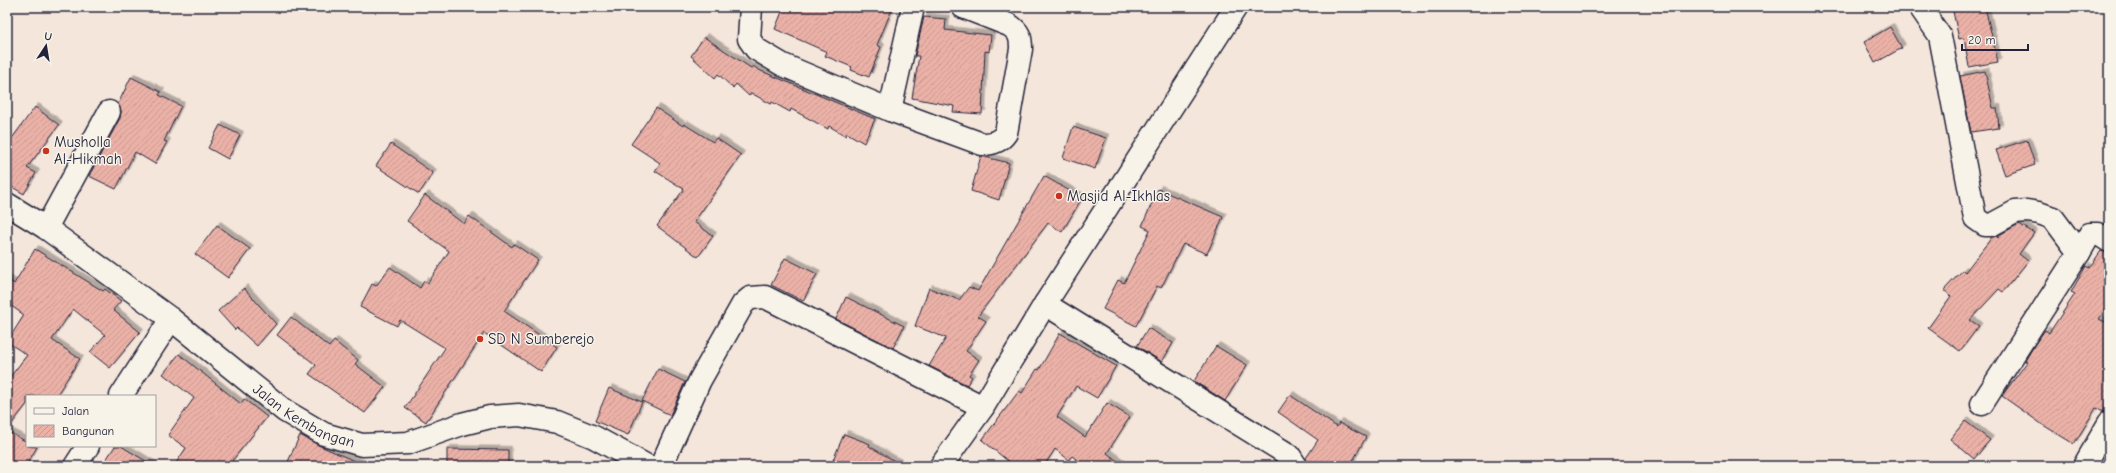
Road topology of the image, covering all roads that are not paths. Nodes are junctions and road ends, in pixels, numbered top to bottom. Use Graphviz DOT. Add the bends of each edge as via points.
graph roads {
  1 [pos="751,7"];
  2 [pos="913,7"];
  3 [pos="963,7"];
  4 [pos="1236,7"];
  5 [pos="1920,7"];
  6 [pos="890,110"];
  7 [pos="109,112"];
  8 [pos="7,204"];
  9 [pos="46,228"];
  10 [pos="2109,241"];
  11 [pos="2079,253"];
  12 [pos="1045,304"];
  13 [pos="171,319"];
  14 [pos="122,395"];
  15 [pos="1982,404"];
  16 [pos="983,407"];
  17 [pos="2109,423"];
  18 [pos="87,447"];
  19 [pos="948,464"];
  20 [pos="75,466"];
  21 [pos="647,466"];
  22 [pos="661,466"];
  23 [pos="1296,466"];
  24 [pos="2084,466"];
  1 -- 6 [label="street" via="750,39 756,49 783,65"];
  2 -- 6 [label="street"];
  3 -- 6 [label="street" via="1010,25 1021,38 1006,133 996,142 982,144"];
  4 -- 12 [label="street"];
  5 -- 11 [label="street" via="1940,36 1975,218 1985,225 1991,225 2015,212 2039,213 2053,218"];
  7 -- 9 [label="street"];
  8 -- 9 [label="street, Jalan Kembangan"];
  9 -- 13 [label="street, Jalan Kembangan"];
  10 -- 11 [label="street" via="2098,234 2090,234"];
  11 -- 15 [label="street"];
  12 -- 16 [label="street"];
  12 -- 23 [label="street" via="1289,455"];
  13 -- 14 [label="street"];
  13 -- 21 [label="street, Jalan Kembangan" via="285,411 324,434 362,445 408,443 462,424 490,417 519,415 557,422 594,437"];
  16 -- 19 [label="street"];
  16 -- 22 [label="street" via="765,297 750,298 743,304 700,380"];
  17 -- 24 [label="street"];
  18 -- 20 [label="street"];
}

# # #

Task to complete -
Give nothing but the number of lines in the entries that include "Jalan".

Result of this exercise -
3